(Collected data)
***

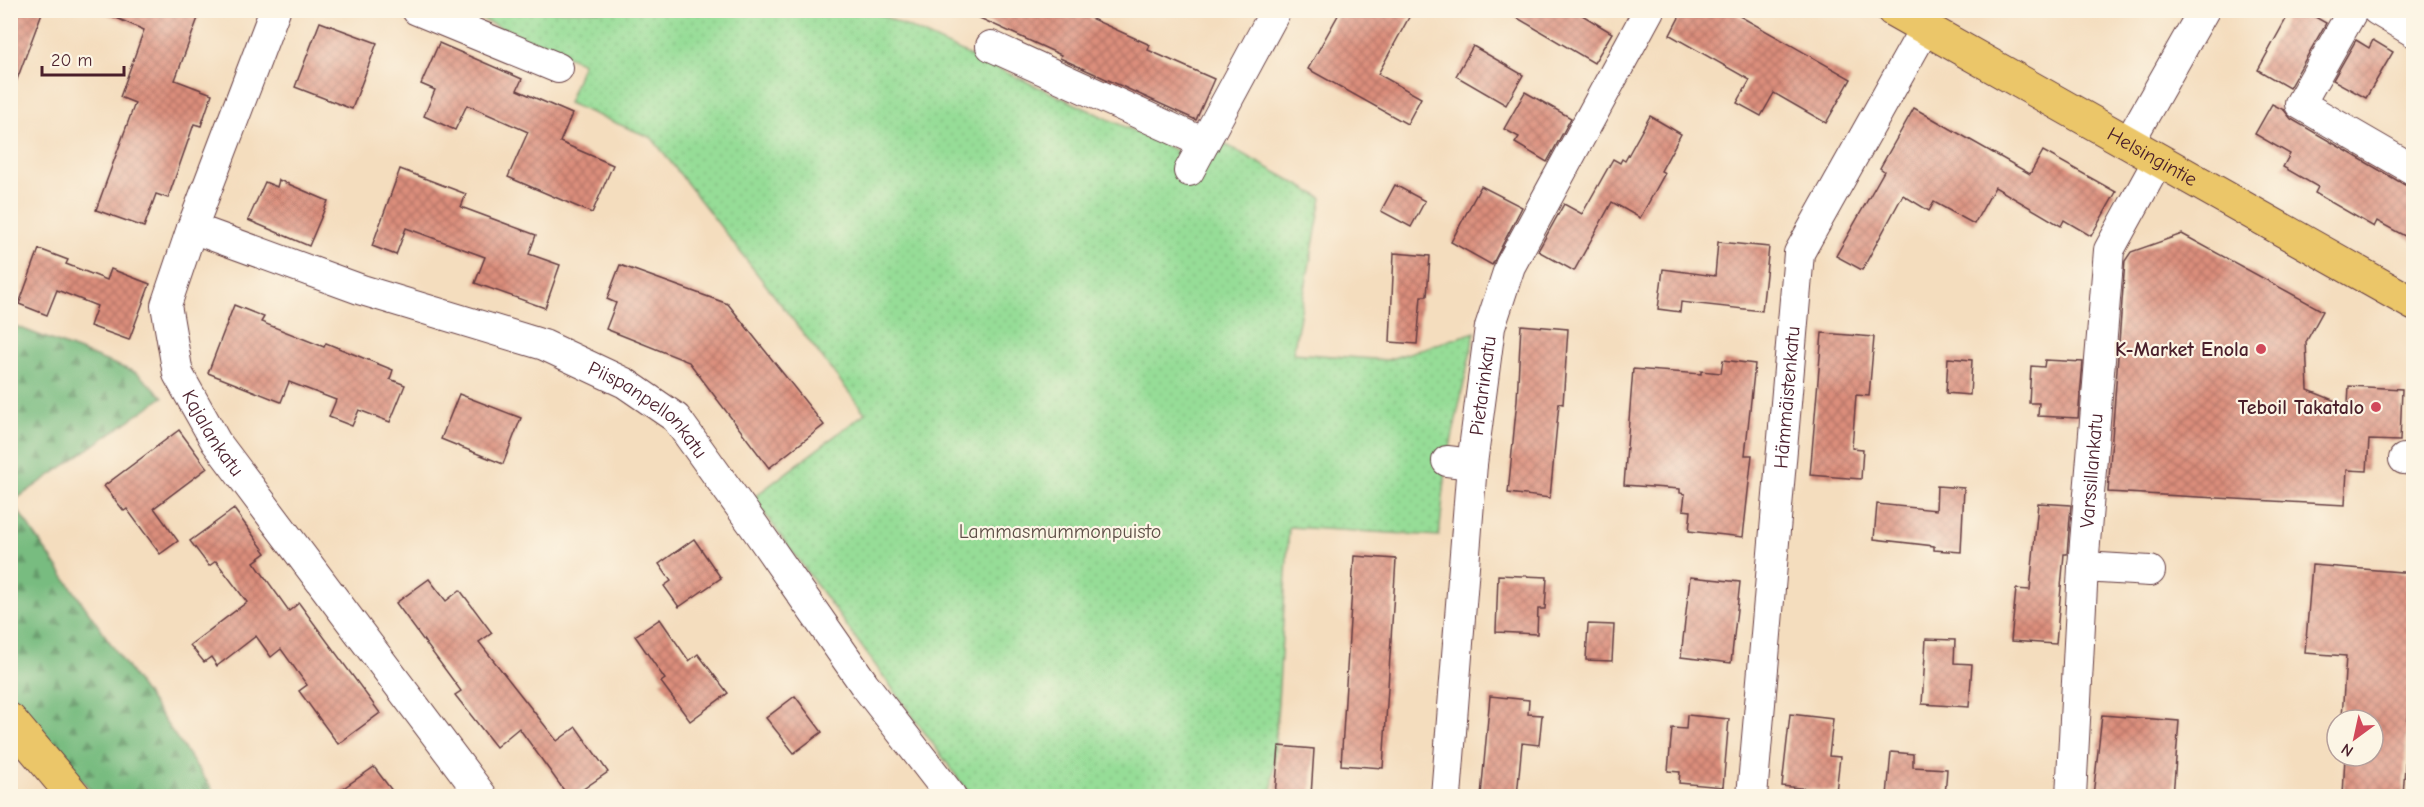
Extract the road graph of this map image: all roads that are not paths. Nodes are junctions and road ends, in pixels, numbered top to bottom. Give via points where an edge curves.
1 (274, 10) edge
2 (417, 10) edge
3 (1276, 10) edge
4 (1649, 10) edge
5 (1893, 10) edge
6 (2204, 10) edge
7 (2354, 10) edge
8 (2377, 10) edge
9 (1925, 28) junction
10 (2414, 32) edge
11 (991, 46) dead end
12 (558, 68) dead end
13 (2128, 142) junction
14 (1204, 143) junction
15 (2159, 159) junction
16 (2414, 170) edge
17 (1189, 171) dead end
18 (192, 228) junction
19 (2414, 304) edge
20 (2083, 567) junction
21 (2150, 571) dead end
22 (10, 720) edge
23 (74, 796) edge
24 (482, 796) edge
25 (951, 796) edge
26 (1446, 796) edge
27 (1752, 796) edge
28 (2071, 796) edge

1 - 18 street, Kajalankatu
2 - 12 street
3 - 14 street
4 - 26 street, Pietarinkatu via 1510,266 1490,327 1459,462
5 - 9 main road, Helsingintie
6 - 13 street
7 - 16 street via 2300,104
8 - 10 street
9 - 13 main road, Helsingintie
9 - 27 street, Hämmäistenkatu via 1799,253
11 - 14 street
13 - 15 main road, Helsingintie
14 - 17 street
15 - 19 main road, Helsingintie
15 - 20 street, Varssillankatu via 2109,250
18 - 24 street, Kajalankatu via 166,305 178,374 216,442
18 - 25 street, Piispanpellonkatu via 362,290 544,345 625,383 676,418 864,684
20 - 21 street
20 - 28 street, Varssillankatu
22 - 23 main road

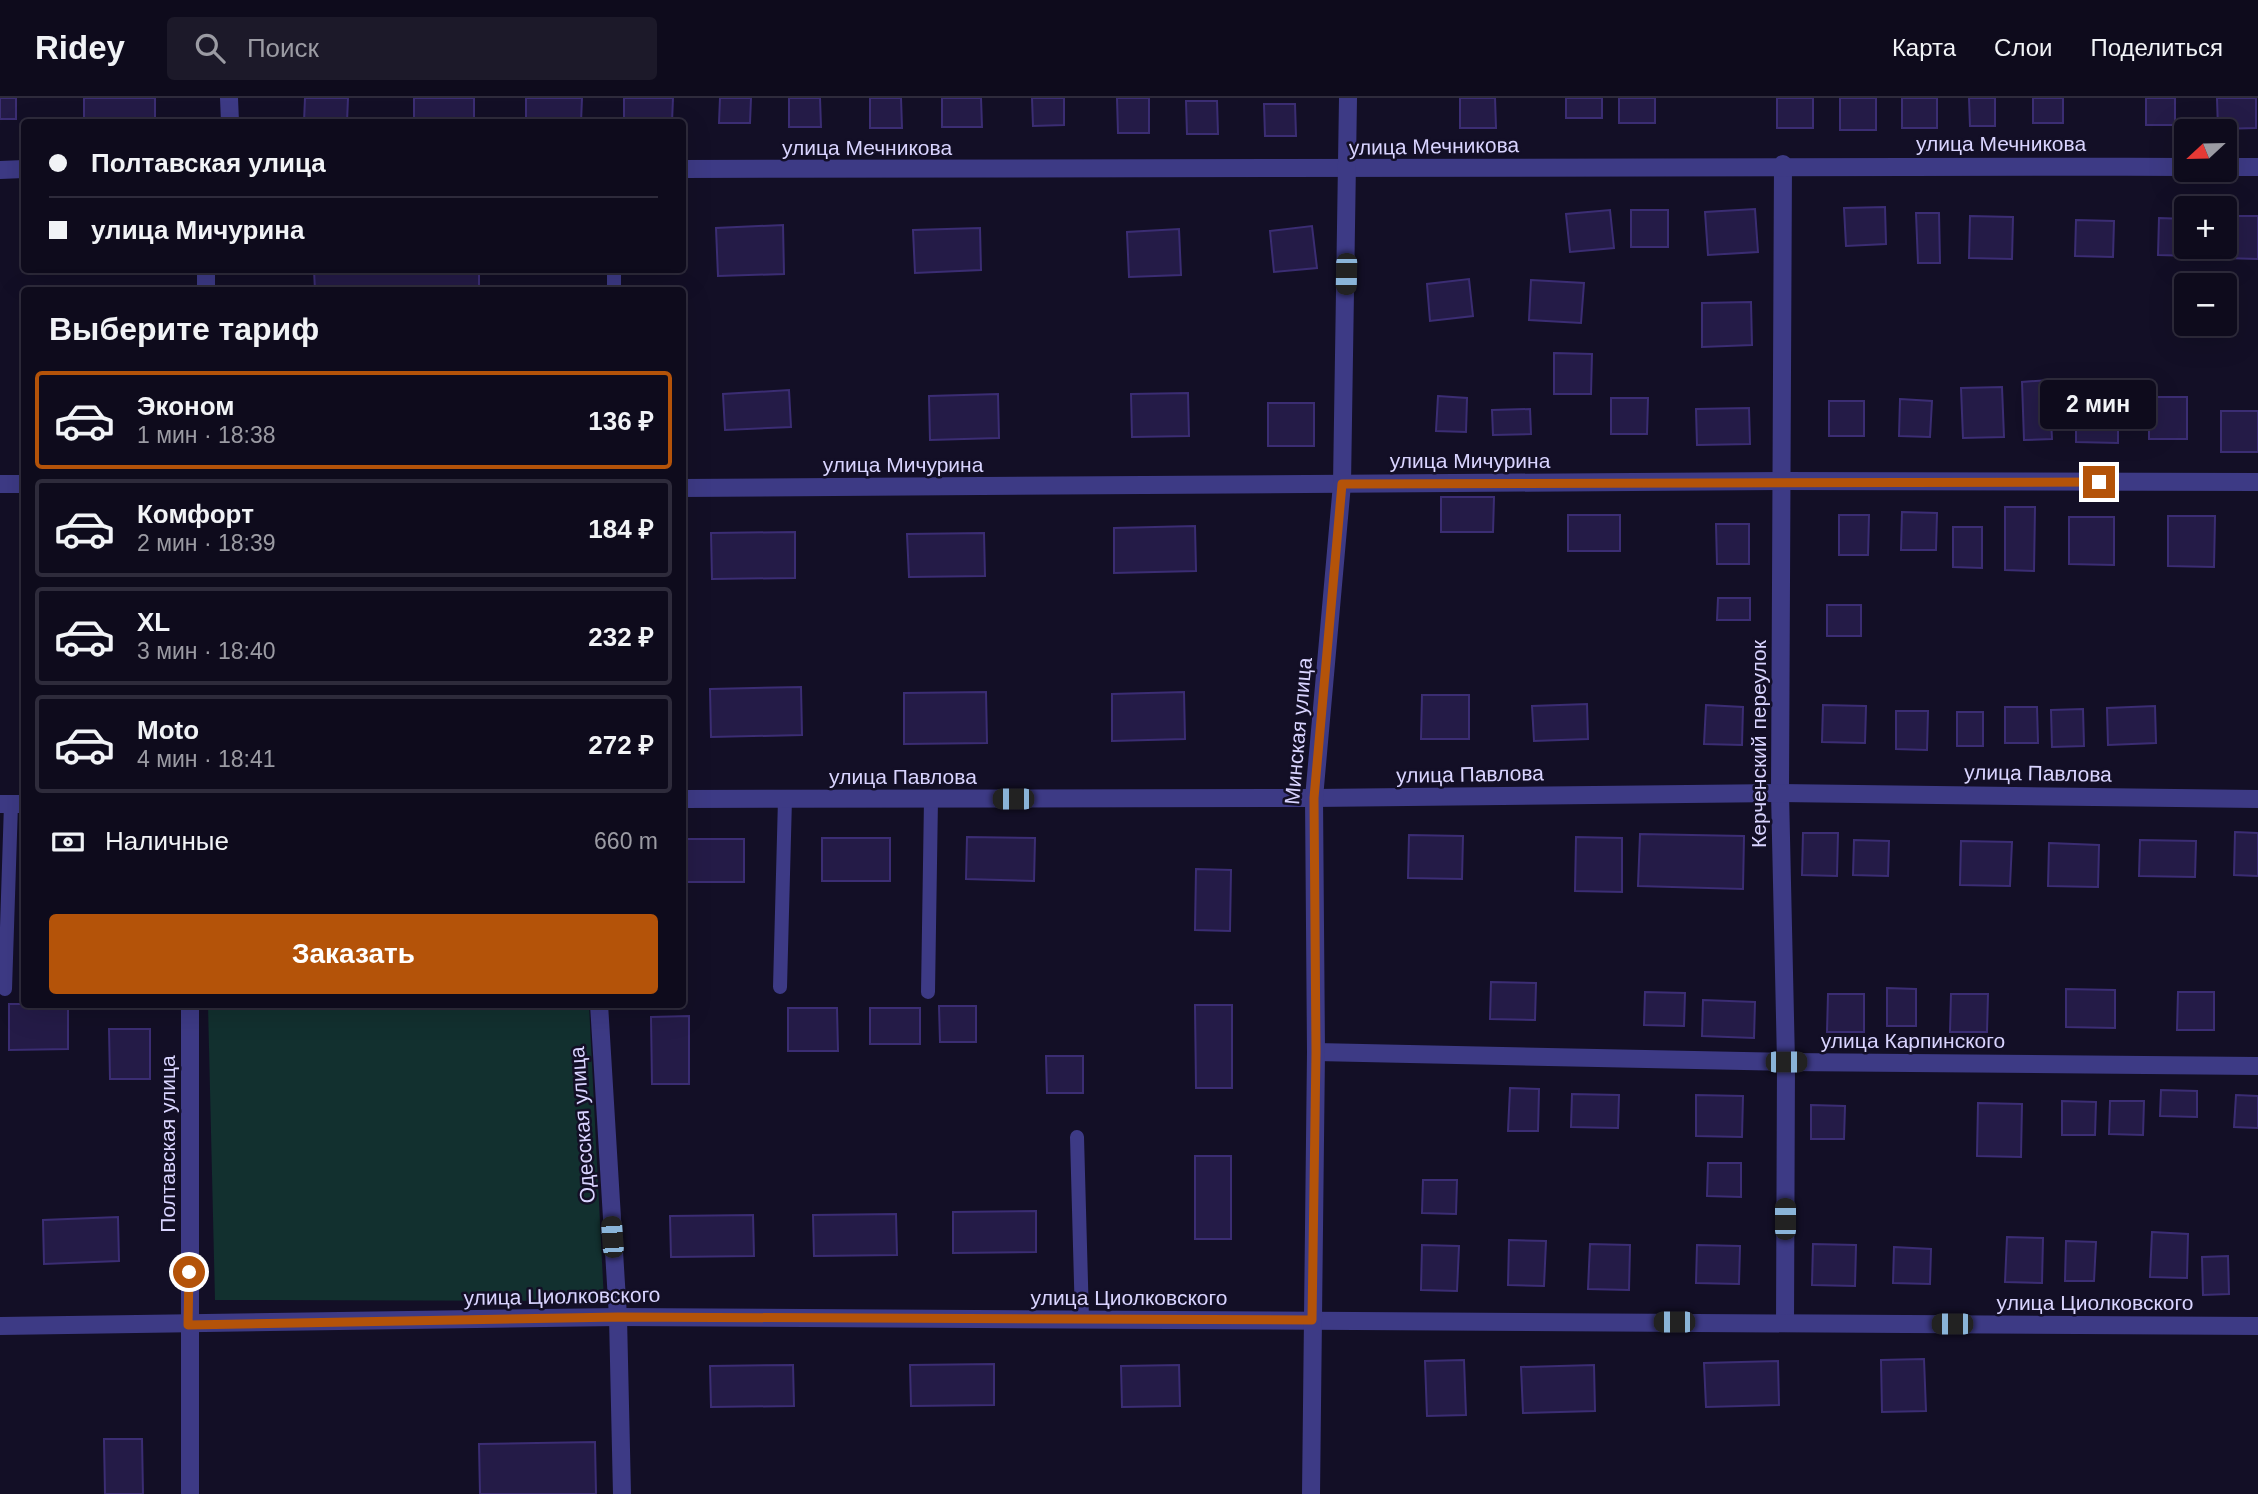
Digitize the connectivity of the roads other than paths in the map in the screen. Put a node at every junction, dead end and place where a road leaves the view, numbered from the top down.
1 (229, 98) edge
2 (1348, 98) edge
3 (230, 119) edge
4 (1783, 164) junction
5 (2174, 167) edge
6 (2237, 167) edge
7 (2258, 167) edge
8 (21, 169) edge
9 (686, 169) edge
10 (0, 170) edge
11 (1348, 170) junction
12 (1780, 481) junction
13 (2258, 482) edge
14 (0, 484) edge
15 (21, 484) edge
16 (1342, 484) junction
17 (686, 488) edge
18 (1780, 793) junction
19 (1314, 798) junction
20 (686, 799) edge
21 (785, 799) junction
22 (931, 799) junction
23 (2258, 799) edge
24 (12, 804) edge
25 (780, 987) dead end
26 (5, 989) dead end
27 (928, 992) dead end
28 (190, 1008) edge
29 (599, 1008) edge
30 (1316, 1052) junction
31 (1786, 1062) junction
32 (2258, 1066) edge
33 (1077, 1138) dead end
34 (618, 1317) junction
35 (1082, 1319) junction
36 (1312, 1320) junction
37 (1785, 1323) junction
38 (188, 1325) junction
39 (0, 1326) edge
40 (2258, 1326) edge
41 (190, 1494) edge
42 (622, 1494) edge
43 (1311, 1494) edge

1 - 3 street
2 - 11 street, Минская улица
4 - 5 street, улица Мечникова
4 - 11 street, улица Мечникова
4 - 12 street, Керченский переулок
6 - 7 street
8 - 10 street
9 - 11 street, улица Мечникова
11 - 16 street, Минская улица
12 - 13 street, улица Мичурина
12 - 16 street, улица Мичурина
12 - 18 street, Керченский переулок
14 - 15 street
16 - 17 street, улица Мичурина
16 - 19 street, Минская улица
18 - 19 street, улица Павлова
18 - 23 street, улица Павлова
18 - 31 street, Керченский переулок
19 - 22 street, улица Павлова
19 - 30 street, Минская улица
20 - 21 street, улица Павлова
21 - 22 street, улица Павлова
21 - 25 lane
22 - 27 lane
24 - 26 lane
28 - 38 street, Полтавская улица
29 - 34 street, Одесская улица
30 - 31 street, улица Карпинского
30 - 36 street, Минская улица
31 - 32 street, улица Карпинского
31 - 37 street, Керченский переулок
33 - 35 lane
34 - 35 street, улица Циолковского
34 - 38 street, улица Циолковского
34 - 42 street, Одесская улица
35 - 36 street, улица Циолковского
36 - 37 street, улица Циолковского
36 - 43 street, Минская улица
37 - 40 street, улица Циолковского
38 - 39 street, улица Циолковского
38 - 41 street, Полтавская улица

***

Copy the entries exactly. Leave out the images.

▶ Solution to this problem
Extract the road graph of this map image: all roads that are not paths. Nodes are junctions and road ends, in pixels, numbered top to bottom. Give via points where an edge curves.
1 (274, 10) edge
2 (417, 10) edge
3 (1276, 10) edge
4 (1649, 10) edge
5 (1893, 10) edge
6 (2204, 10) edge
7 (2354, 10) edge
8 (2377, 10) edge
9 (1925, 28) junction
10 (2414, 32) edge
11 (991, 46) dead end
12 (558, 68) dead end
13 (2128, 142) junction
14 (1204, 143) junction
15 (2159, 159) junction
16 (2414, 170) edge
17 (1189, 171) dead end
18 (192, 228) junction
19 (2414, 304) edge
20 (2083, 567) junction
21 (2150, 571) dead end
22 (10, 720) edge
23 (74, 796) edge
24 (482, 796) edge
25 (951, 796) edge
26 (1446, 796) edge
27 (1752, 796) edge
28 (2071, 796) edge

1 - 18 street, Kajalankatu
2 - 12 street
3 - 14 street
4 - 26 street, Pietarinkatu via 1510,266 1490,327 1459,462
5 - 9 main road, Helsingintie
6 - 13 street
7 - 16 street via 2300,104
8 - 10 street
9 - 13 main road, Helsingintie
9 - 27 street, Hämmäistenkatu via 1799,253
11 - 14 street
13 - 15 main road, Helsingintie
14 - 17 street
15 - 19 main road, Helsingintie
15 - 20 street, Varssillankatu via 2109,250
18 - 24 street, Kajalankatu via 166,305 178,374 216,442
18 - 25 street, Piispanpellonkatu via 362,290 544,345 625,383 676,418 864,684
20 - 21 street
20 - 28 street, Varssillankatu
22 - 23 main road

Digitize the connectivity of the roads other than paths in the map in the screen. Put a node at every junction, dead end and place where a road leaves the view, numbered from the top down.
1 (229, 98) edge
2 (1348, 98) edge
3 (230, 119) edge
4 (1783, 164) junction
5 (2174, 167) edge
6 (2237, 167) edge
7 (2258, 167) edge
8 (21, 169) edge
9 (686, 169) edge
10 (0, 170) edge
11 (1348, 170) junction
12 (1780, 481) junction
13 (2258, 482) edge
14 (0, 484) edge
15 (21, 484) edge
16 (1342, 484) junction
17 (686, 488) edge
18 (1780, 793) junction
19 (1314, 798) junction
20 (686, 799) edge
21 (785, 799) junction
22 (931, 799) junction
23 (2258, 799) edge
24 (12, 804) edge
25 (780, 987) dead end
26 (5, 989) dead end
27 (928, 992) dead end
28 (190, 1008) edge
29 (599, 1008) edge
30 (1316, 1052) junction
31 (1786, 1062) junction
32 (2258, 1066) edge
33 (1077, 1138) dead end
34 (618, 1317) junction
35 (1082, 1319) junction
36 (1312, 1320) junction
37 (1785, 1323) junction
38 (188, 1325) junction
39 (0, 1326) edge
40 (2258, 1326) edge
41 (190, 1494) edge
42 (622, 1494) edge
43 (1311, 1494) edge

1 - 3 street
2 - 11 street, Минская улица
4 - 5 street, улица Мечникова
4 - 11 street, улица Мечникова
4 - 12 street, Керченский переулок
6 - 7 street
8 - 10 street
9 - 11 street, улица Мечникова
11 - 16 street, Минская улица
12 - 13 street, улица Мичурина
12 - 16 street, улица Мичурина
12 - 18 street, Керченский переулок
14 - 15 street
16 - 17 street, улица Мичурина
16 - 19 street, Минская улица
18 - 19 street, улица Павлова
18 - 23 street, улица Павлова
18 - 31 street, Керченский переулок
19 - 22 street, улица Павлова
19 - 30 street, Минская улица
20 - 21 street, улица Павлова
21 - 22 street, улица Павлова
21 - 25 lane
22 - 27 lane
24 - 26 lane
28 - 38 street, Полтавская улица
29 - 34 street, Одесская улица
30 - 31 street, улица Карпинского
30 - 36 street, Минская улица
31 - 32 street, улица Карпинского
31 - 37 street, Керченский переулок
33 - 35 lane
34 - 35 street, улица Циолковского
34 - 38 street, улица Циолковского
34 - 42 street, Одесская улица
35 - 36 street, улица Циолковского
36 - 37 street, улица Циолковского
36 - 43 street, Минская улица
37 - 40 street, улица Циолковского
38 - 39 street, улица Циолковского
38 - 41 street, Полтавская улица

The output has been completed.